Exercise objective => Find the lines below holding the word "from" and copy each of them.

Data extract Start Marker

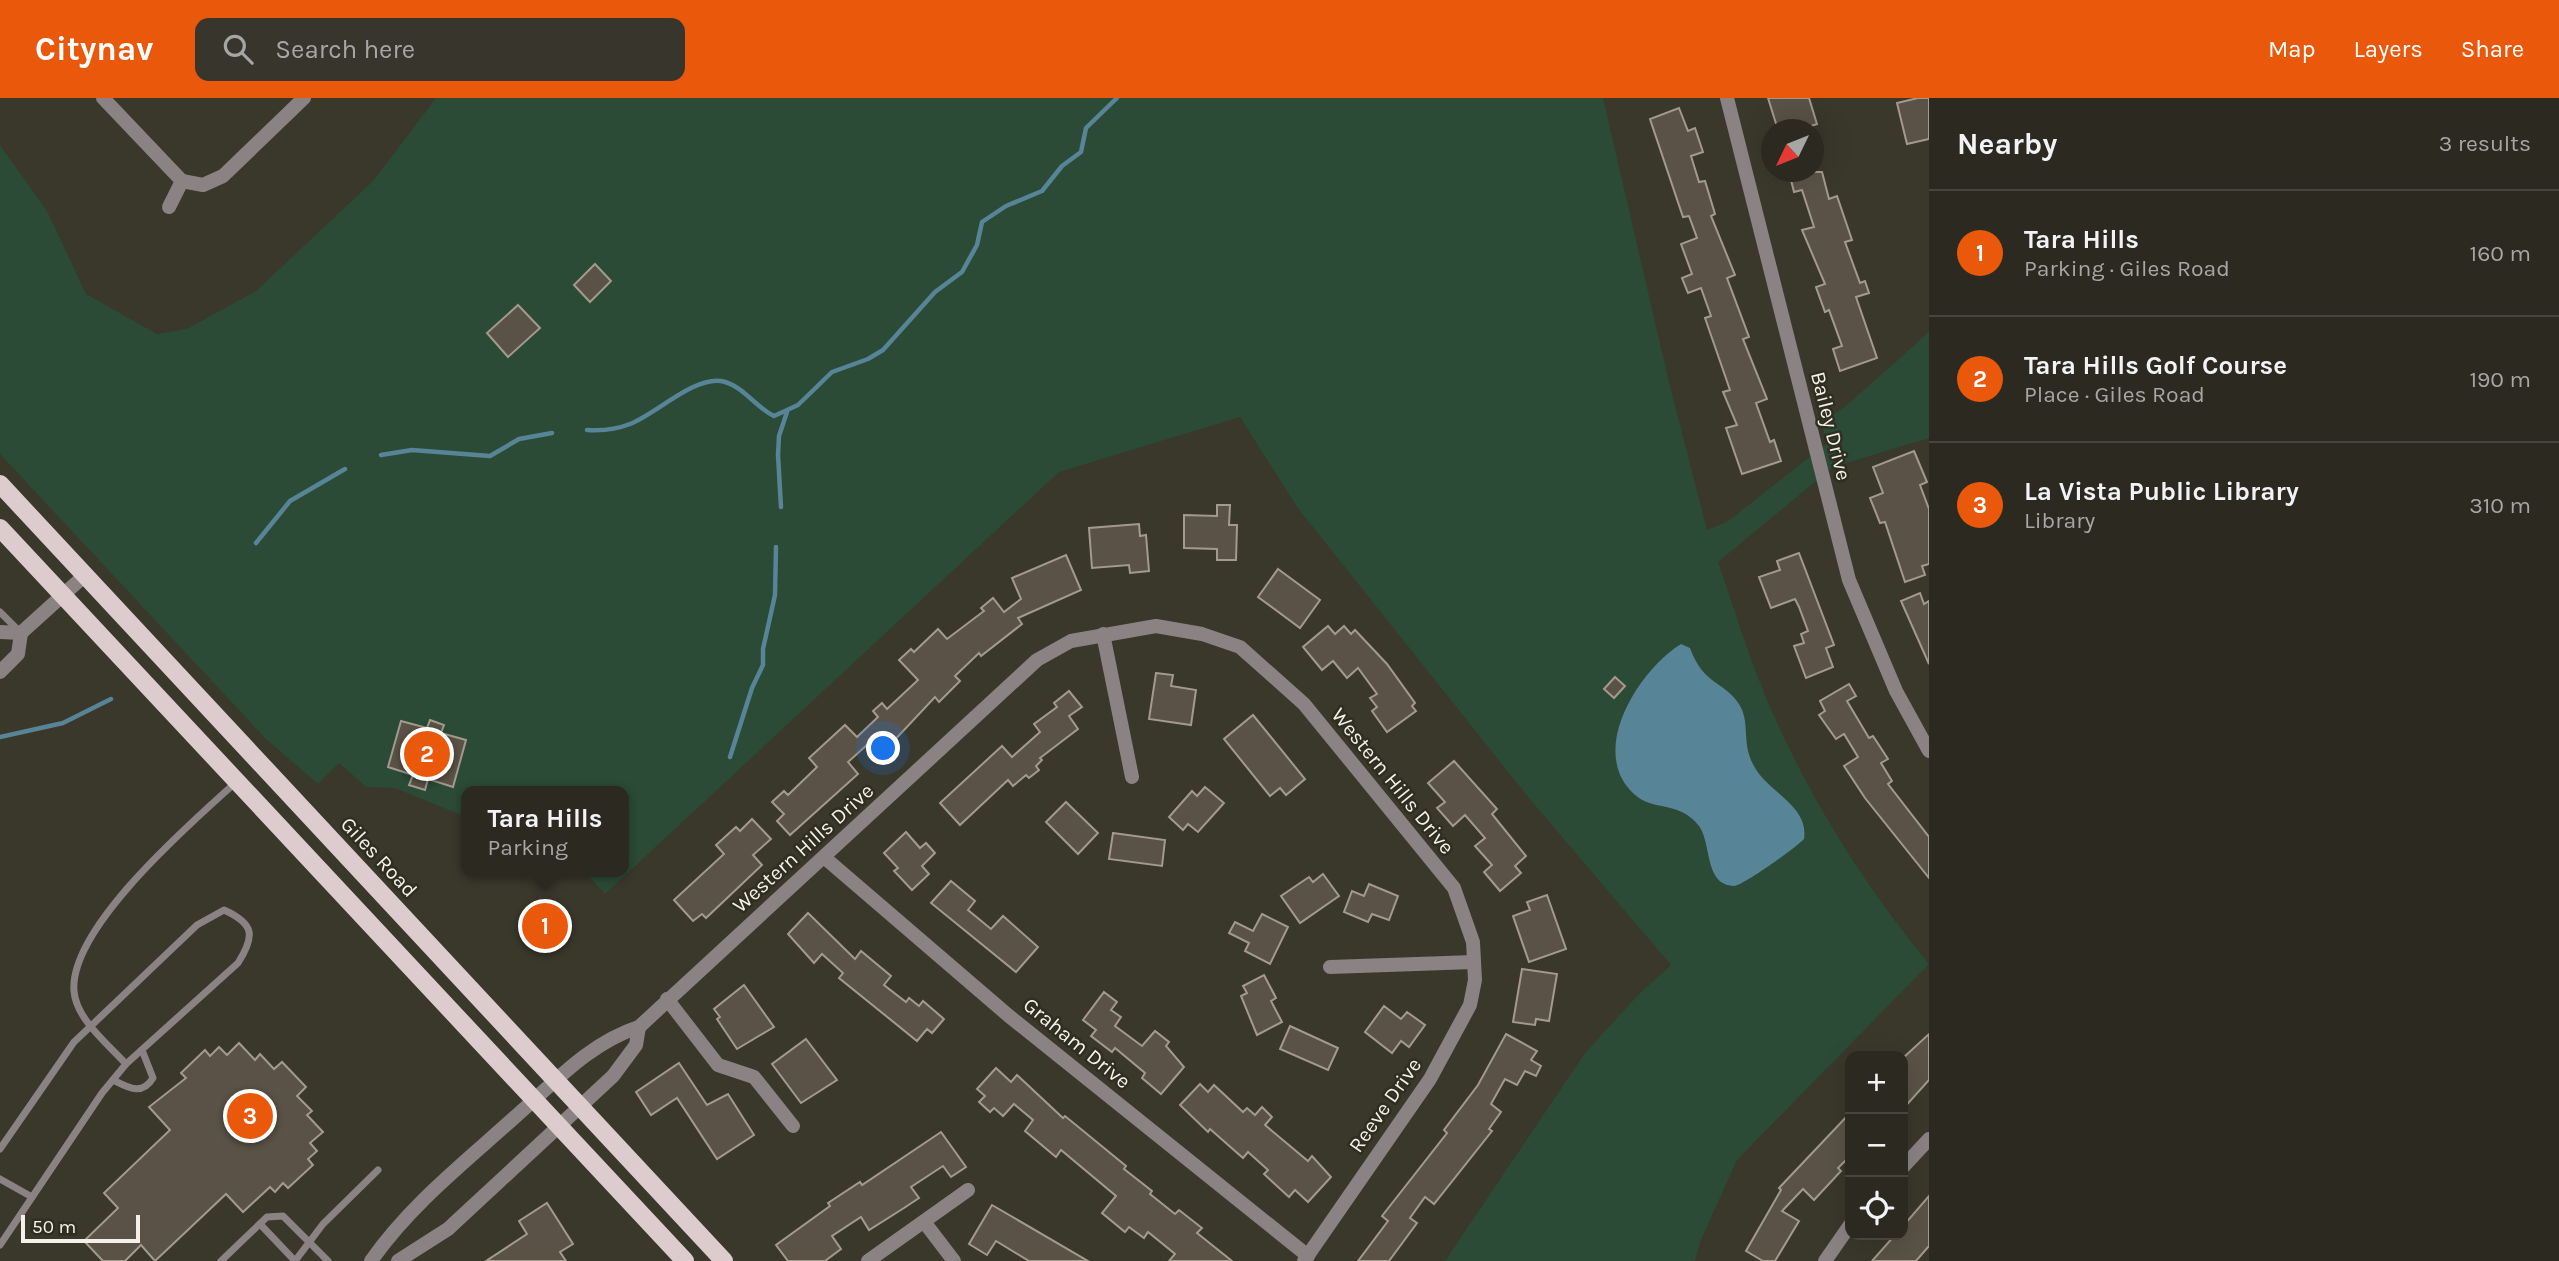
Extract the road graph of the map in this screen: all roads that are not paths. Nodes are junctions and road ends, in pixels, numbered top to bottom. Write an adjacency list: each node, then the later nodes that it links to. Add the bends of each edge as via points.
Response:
1 (103, 98): 4 (street)
2 (304, 98): 4 (street, via 223,176 203,185)
3 (1727, 98): 15 (street, Bailey Drive, via 1849,580 1896,691)
4 (182, 181): 5 (street)
5 (169, 207)
6 (0, 484): 8 (main road, Giles Road)
7 (0, 528): 9 (main road)
8 (84, 576): 9 (street); 26 (main road, Giles Road)
9 (63, 597): 12 (street); 17 (main road)
10 (0, 612): 12 (lane)
11 (0, 632): 12 (street)
12 (21, 633): 14 (street, via 18,654)
13 (1102, 634): 16 (street); 18 (street, Western Hills Drive, via 1071,641 1037,660); 19 (street, Western Hills Drive, via 1156,626 1202,634 1240,647 1273,673 1304,704 1454,888 1469,929)
14 (0, 672)
15 (1929, 751)
16 (1132, 777)
17 (236, 781): 22 (lane, via 111,907 83,954 74,990 81,1013); 28 (main road)
18 (825, 858): 21 (street, Western Hills Drive); 44 (street, Graham Drive, via 1009,1016)
19 (1474, 962): 20 (street); 44 (street, Reeve Drive, via 1470,1005 1458,1034)
20 (1330, 967)
21 (667, 999): 23 (street, Western Hills Drive); 31 (street, via 718,1065 754,1077)
22 (92, 1025): 24 (lane, via 197,925 224,910 241,918 250,930 248,946 238,963); 25 (lane); 33 (lane, via 75,1042)
23 (639, 1027): 26 (street, Western Hills Drive, via 616,1034); 29 (street, Western Hills Drive, via 636,1045 623,1064)
24 (142, 1050): 25 (lane); 27 (lane, via 153,1078 148,1086 131,1089)
25 (126, 1064): 27 (lane)
26 (556, 1079): 28 (street, Western Hills Drive); 29 (main road, Giles Road)
27 (113, 1080): 38 (lane)
28 (535, 1100): 30 (main road); 47 (street, Western Hills Drive, via 402,1220)
29 (580, 1106): 30 (street, Western Hills Drive); 50 (main road, Giles Road)
30 (559, 1126): 48 (street, Western Hills Drive, via 448,1228); 49 (main road)
31 (793, 1126)
32 (1929, 1139): 34 (street)
33 (0, 1149)
34 (1908, 1162)
35 (378, 1170): 42 (lane)
36 (0, 1178): 38 (lane)
37 (968, 1190): 39 (street)
38 (32, 1197): 43 (lane)
39 (925, 1223): 51 (street); 52 (street)
40 (260, 1224): 42 (lane, via 267,1217 283,1216); 42 (lane, via 295,1261); 45 (lane)
41 (1845, 1232): 53 (street)
42 (308, 1241): 46 (lane)
43 (0, 1245)
44 (1306, 1258)
45 (220, 1261)
46 (328, 1261)
47 (371, 1261)
48 (398, 1261)
49 (685, 1261)
50 (724, 1261)
51 (868, 1261)
52 (954, 1261)
53 (1825, 1261)

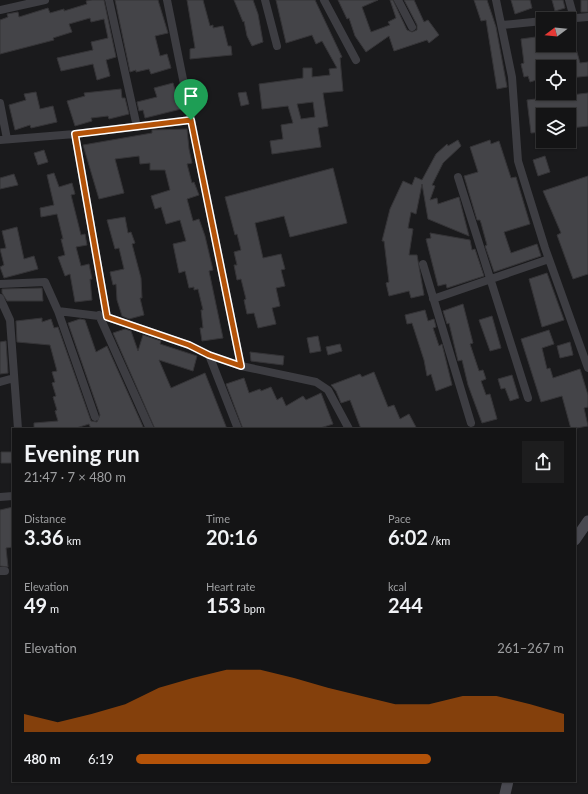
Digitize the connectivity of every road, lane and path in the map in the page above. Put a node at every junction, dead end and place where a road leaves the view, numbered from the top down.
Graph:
1 (45, 0) edge
2 (109, 0) edge
3 (167, 0) edge
4 (265, 0) edge
5 (324, 0) edge
6 (398, 0) edge
7 (496, 0) edge
8 (569, 0) edge
9 (0, 10) edge
10 (572, 12) edge
11 (588, 17) edge
12 (576, 18) edge
13 (536, 22) edge
14 (502, 25) junction
15 (412, 27) dead end
16 (277, 46) dead end
17 (356, 60) dead end
18 (0, 103) edge
19 (191, 120) junction
20 (137, 127) junction
21 (75, 134) junction
22 (4, 139) edge
23 (458, 177) dead end
24 (549, 259) junction
25 (423, 264) dead end
26 (490, 279) junction
27 (0, 284) edge
28 (0, 298) edge
29 (433, 299) junction
30 (58, 311) junction
31 (99, 315) junction
32 (107, 317) junction
33 (209, 355) junction
34 (241, 366) junction
35 (588, 368) edge
36 (14, 378) junction
37 (0, 382) edge
38 (528, 398) dead end
39 (95, 417) dead end
40 (471, 423) dead end
41 (18, 428) edge
42 (150, 428) edge
43 (238, 428) edge
44 (349, 428) edge
45 (12, 496) edge
46 (0, 497) edge
47 (588, 521) edge
48 (576, 539) edge
49 (508, 782) edge
50 (505, 794) edge

1 - 9 street
2 - 20 street
3 - 19 street
4 - 16 street
5 - 17 street
6 - 15 street
7 - 14 street
8 - 10 street
11 - 12 street
13 - 14 street
14 - 24 street
18 - 22 street
19 - 20 street
19 - 34 street
20 - 21 street
21 - 22 street
21 - 32 street
23 - 26 street
24 - 26 street
24 - 35 street
25 - 29 street
26 - 29 street
26 - 38 street
27 - 30 street
28 - 36 street
29 - 40 street
30 - 31 street
30 - 39 street
31 - 32 street
31 - 42 street
32 - 33 street
33 - 34 street
33 - 43 street
34 - 44 street
36 - 37 street
36 - 41 street
45 - 46 street
47 - 48 street
49 - 50 street

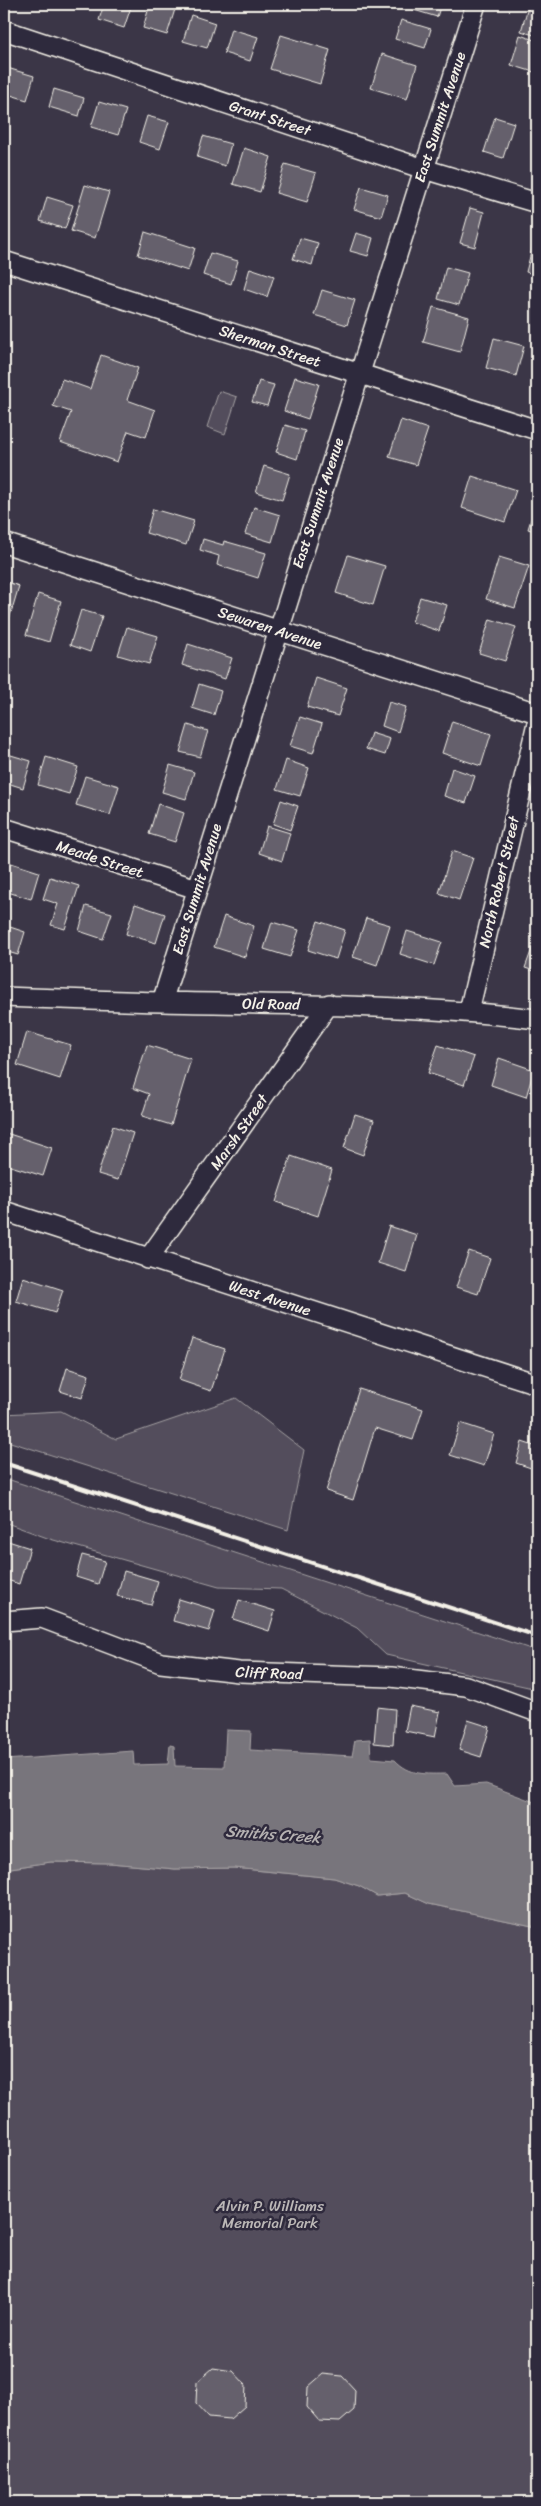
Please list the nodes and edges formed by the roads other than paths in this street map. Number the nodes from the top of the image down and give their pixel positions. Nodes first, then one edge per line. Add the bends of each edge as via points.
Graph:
1 (476, 4) edge
2 (4, 30) edge
3 (424, 169) junction
4 (537, 203) edge
5 (4, 261) edge
6 (359, 374) junction
7 (537, 430) edge
8 (4, 543) edge
9 (278, 630) junction
10 (537, 712) edge
11 (537, 723) edge
12 (4, 828) edge
13 (196, 890) junction
14 (4, 997) edge
15 (162, 1002) junction
16 (329, 1004) junction
17 (469, 1011) junction
18 (537, 1018) edge
19 (4, 1212) edge
20 (148, 1259) junction
21 (537, 1384) edge
22 (4, 1621) edge
23 (537, 1712) edge

1 - 3 street, East Summit Avenue
2 - 3 street, Grant Street
3 - 4 street, Grant Street
3 - 6 street, East Summit Avenue
5 - 6 street, Sherman Street
6 - 7 street, Sherman Street
6 - 9 street, East Summit Avenue
8 - 9 street, Sewaren Avenue
9 - 10 street, Sewaren Avenue
9 - 13 street, East Summit Avenue
11 - 17 street, North Robert Street
12 - 13 street, Meade Street
13 - 15 street, East Summit Avenue
14 - 15 street, Old Road
15 - 16 street, Old Road
16 - 17 street, Old Road
16 - 20 street, Marsh Street
17 - 18 street, Old Road
19 - 20 street, West Avenue
20 - 21 street, West Avenue
22 - 23 street, Cliff Road via 42,1618 162,1663 239,1672 391,1677 466,1686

Data extract End Marker

Result =>
Digitize the connectivity of every road, lane and path in the map in the page above. Put a node at every junction, dead end and place where a road leaves the view, numbered from the top down.
Please list the nodes and edges formed by the roads other than paths in this street map. Number the nodes from the top of the image down and give their pixel positions. Nodes first, then one edge per line. Add the bends of each edge as via points.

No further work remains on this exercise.